# Zulip Chat Archive

## Stream: new members

### Topic: slim_check, giving up, deterministic timeout

#### Huỳnh Trần Khanh (Jan 21 2021 at 16:18):

When slim_check fails to find a counterexample, it says "goals accomplished" and when slim_check finds a counterexample, it prints the counterexample. So what does "gave up after X tries" mean? How about deterministic timeout?

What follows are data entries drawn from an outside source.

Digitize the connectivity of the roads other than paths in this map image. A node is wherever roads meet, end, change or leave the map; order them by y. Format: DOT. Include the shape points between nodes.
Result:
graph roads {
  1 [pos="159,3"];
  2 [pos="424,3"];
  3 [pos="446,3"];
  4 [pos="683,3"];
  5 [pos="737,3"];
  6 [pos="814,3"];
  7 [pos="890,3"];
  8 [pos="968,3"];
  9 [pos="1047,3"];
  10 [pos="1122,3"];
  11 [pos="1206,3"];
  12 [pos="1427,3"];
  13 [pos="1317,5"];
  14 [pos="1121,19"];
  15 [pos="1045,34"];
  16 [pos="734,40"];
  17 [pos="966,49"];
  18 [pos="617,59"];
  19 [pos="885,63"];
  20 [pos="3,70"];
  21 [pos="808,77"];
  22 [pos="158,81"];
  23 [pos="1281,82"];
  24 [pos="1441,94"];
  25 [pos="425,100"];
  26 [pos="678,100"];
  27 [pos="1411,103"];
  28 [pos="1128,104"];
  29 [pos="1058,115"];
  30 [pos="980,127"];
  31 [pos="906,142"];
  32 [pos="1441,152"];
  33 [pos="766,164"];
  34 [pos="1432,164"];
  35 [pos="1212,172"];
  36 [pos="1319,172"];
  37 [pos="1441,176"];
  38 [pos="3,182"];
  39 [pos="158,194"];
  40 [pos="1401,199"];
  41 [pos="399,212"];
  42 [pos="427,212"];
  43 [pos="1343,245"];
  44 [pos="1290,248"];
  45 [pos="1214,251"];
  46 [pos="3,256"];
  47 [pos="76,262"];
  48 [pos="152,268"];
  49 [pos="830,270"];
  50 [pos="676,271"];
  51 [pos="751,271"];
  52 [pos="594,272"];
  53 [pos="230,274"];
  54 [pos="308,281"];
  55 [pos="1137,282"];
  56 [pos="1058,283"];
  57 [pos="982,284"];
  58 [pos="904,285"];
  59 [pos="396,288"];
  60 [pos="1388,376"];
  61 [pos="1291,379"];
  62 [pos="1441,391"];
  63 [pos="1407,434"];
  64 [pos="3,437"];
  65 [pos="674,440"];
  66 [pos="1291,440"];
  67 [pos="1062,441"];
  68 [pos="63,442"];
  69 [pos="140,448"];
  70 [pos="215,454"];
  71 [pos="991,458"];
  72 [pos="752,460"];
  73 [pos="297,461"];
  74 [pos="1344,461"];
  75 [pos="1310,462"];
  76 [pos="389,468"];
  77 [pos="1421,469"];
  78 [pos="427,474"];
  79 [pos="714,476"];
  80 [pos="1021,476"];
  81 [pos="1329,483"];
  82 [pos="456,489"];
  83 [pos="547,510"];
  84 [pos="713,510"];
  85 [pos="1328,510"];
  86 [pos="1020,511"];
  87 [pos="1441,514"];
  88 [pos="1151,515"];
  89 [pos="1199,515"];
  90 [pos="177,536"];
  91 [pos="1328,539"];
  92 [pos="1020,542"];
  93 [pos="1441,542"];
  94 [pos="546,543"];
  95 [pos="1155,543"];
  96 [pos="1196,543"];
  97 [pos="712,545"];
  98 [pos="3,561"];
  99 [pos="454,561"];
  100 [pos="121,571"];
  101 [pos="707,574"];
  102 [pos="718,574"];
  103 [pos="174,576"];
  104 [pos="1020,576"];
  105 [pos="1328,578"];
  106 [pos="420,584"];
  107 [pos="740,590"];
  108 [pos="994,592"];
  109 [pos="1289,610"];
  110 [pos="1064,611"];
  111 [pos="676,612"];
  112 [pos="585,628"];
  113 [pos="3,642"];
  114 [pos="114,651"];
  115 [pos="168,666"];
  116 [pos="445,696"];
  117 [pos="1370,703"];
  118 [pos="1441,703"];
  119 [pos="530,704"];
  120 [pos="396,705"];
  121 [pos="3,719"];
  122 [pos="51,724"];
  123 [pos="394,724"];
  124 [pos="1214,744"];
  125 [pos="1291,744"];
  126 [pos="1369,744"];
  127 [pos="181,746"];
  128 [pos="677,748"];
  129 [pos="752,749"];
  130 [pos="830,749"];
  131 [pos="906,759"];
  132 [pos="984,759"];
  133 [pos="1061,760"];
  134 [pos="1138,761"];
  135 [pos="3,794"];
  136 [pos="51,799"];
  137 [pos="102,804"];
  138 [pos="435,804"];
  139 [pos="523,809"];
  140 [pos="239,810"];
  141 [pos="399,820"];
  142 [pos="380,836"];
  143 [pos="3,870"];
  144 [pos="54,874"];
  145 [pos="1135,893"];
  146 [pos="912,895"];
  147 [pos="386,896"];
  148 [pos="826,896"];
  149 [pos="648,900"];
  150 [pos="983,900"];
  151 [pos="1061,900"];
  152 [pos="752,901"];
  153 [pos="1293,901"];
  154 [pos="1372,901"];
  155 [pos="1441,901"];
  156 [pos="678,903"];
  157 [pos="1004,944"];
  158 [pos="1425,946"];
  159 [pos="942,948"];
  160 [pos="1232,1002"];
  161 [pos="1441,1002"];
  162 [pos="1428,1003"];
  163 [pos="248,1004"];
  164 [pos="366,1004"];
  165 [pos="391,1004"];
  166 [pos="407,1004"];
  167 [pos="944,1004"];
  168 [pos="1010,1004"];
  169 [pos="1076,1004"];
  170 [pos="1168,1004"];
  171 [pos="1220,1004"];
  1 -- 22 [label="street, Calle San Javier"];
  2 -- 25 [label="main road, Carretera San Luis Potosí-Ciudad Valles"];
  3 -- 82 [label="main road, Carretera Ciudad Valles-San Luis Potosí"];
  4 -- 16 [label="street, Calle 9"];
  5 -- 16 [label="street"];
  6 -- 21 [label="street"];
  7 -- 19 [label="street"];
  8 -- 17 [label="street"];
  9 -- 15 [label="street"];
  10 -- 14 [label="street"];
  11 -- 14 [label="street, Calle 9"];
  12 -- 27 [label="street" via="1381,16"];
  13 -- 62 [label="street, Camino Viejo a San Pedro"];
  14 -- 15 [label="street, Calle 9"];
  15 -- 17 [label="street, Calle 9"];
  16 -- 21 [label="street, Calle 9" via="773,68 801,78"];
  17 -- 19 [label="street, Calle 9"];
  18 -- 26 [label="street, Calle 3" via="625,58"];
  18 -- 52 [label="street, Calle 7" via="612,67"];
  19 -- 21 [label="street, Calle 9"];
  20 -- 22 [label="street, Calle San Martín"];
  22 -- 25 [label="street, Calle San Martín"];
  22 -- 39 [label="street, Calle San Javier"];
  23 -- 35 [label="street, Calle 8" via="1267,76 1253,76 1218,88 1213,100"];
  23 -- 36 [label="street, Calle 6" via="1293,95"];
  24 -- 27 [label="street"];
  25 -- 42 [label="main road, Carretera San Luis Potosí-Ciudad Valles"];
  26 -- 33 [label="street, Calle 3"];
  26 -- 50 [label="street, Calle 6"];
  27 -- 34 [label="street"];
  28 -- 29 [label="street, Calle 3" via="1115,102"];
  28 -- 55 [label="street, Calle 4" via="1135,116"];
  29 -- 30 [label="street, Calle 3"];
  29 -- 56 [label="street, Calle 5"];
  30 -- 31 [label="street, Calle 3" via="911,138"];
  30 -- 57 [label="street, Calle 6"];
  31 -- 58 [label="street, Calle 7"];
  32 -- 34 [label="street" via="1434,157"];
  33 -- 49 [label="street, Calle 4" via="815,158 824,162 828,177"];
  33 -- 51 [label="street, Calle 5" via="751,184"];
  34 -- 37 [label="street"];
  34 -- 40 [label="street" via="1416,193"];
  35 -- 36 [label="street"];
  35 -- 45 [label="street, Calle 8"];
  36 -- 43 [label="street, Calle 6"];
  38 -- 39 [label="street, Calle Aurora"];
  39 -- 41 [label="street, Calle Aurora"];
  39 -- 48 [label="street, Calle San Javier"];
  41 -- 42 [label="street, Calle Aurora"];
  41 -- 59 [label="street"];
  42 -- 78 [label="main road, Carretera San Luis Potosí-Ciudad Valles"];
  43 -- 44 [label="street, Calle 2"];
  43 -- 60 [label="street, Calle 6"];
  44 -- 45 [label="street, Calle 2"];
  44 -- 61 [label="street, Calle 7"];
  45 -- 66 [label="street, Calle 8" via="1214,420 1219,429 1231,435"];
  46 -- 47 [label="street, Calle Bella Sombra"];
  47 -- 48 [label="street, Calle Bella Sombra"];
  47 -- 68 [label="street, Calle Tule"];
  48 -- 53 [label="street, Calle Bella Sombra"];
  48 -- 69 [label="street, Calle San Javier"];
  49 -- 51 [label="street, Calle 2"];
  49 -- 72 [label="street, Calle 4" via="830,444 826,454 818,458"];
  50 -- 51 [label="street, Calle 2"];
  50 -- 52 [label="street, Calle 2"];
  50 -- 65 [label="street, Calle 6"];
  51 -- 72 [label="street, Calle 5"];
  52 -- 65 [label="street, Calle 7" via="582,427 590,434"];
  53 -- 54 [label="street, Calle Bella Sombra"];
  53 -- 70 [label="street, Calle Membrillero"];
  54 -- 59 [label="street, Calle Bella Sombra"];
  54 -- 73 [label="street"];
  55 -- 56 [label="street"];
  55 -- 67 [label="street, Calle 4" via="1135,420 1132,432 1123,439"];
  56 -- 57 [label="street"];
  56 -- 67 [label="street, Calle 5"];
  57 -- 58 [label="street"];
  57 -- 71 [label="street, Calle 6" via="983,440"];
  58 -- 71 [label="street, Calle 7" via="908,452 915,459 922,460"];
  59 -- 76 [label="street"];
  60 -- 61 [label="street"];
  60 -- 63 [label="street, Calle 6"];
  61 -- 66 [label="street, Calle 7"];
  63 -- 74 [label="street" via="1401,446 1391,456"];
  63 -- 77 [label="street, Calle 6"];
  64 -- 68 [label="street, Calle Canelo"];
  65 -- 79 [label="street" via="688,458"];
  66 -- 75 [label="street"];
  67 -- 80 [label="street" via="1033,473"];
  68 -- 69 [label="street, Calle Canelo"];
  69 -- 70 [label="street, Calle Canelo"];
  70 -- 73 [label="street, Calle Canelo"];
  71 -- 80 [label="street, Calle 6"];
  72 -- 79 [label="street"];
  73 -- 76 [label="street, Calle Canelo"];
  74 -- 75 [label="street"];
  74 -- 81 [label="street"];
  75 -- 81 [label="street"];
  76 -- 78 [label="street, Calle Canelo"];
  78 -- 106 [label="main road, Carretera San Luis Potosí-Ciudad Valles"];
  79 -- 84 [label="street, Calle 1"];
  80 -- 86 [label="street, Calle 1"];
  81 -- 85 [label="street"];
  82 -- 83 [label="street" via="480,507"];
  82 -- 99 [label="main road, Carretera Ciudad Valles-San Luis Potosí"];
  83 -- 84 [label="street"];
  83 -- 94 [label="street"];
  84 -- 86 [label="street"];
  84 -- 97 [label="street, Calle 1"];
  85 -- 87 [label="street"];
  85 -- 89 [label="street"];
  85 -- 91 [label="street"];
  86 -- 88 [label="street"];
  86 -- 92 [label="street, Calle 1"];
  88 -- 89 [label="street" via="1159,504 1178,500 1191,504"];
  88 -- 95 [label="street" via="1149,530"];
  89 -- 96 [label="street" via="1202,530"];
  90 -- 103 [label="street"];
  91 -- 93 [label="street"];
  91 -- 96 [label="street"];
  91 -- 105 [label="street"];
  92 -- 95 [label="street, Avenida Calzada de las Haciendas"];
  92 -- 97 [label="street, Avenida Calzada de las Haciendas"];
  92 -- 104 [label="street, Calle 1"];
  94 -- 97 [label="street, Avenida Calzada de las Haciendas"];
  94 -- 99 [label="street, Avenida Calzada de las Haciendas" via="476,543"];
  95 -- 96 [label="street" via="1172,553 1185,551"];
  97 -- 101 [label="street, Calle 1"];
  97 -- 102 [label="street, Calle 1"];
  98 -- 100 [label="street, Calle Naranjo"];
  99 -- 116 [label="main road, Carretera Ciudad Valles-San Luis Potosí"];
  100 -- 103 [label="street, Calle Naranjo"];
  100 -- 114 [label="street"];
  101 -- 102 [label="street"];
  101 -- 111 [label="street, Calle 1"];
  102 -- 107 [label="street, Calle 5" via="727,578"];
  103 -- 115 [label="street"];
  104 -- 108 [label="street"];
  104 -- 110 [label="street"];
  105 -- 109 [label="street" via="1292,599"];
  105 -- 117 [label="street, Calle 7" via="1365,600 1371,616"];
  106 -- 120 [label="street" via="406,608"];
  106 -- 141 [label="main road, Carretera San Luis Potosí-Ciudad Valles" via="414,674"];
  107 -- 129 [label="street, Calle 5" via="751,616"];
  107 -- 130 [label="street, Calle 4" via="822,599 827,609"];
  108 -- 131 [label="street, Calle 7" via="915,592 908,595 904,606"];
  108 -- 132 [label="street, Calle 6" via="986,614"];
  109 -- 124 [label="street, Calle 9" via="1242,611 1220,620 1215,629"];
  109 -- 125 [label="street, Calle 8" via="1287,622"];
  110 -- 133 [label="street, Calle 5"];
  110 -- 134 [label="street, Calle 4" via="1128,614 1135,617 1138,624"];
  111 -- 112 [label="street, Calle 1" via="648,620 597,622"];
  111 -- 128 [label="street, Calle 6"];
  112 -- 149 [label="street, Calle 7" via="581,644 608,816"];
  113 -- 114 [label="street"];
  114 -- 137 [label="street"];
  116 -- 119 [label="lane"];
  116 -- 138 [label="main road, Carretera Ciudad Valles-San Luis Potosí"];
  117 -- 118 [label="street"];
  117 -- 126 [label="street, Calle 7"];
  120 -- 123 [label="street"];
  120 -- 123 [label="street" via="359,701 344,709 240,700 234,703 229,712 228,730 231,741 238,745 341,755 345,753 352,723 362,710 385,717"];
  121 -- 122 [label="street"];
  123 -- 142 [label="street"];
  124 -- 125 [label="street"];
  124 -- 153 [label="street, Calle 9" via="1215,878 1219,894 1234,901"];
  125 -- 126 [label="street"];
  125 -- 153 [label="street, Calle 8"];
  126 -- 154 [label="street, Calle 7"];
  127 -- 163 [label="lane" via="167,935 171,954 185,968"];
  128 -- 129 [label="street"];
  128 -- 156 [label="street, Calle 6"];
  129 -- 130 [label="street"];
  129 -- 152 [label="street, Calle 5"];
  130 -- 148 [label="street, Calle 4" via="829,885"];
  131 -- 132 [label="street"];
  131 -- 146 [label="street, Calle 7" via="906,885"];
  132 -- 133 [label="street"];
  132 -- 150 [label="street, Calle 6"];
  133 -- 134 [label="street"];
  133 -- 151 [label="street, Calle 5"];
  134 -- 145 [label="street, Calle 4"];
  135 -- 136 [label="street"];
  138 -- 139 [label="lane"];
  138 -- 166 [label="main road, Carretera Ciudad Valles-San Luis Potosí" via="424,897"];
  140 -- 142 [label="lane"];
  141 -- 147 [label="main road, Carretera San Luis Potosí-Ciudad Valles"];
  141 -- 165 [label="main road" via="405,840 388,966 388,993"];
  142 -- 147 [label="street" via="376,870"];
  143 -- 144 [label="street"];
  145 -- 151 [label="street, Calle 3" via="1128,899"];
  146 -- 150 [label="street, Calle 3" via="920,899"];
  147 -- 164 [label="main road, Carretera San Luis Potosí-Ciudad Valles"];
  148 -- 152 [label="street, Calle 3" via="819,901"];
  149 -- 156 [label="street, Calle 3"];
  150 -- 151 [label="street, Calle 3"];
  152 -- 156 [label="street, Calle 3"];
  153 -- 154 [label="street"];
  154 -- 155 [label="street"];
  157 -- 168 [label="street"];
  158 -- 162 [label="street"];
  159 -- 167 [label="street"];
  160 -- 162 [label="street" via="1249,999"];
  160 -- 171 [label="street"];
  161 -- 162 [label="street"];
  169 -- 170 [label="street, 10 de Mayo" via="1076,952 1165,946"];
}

#### Bryan Gin-ge Chen (Jan 21 2021 at 16:20):

I think "gave up after X tries" means that `slim_check`

was not able to find an example satisfying the hypotheses within X tries.

Deterministic timeout in general means that something exceeded the memory / computation limits in Lean's options. Without seeing a #mwe I can't say what it means.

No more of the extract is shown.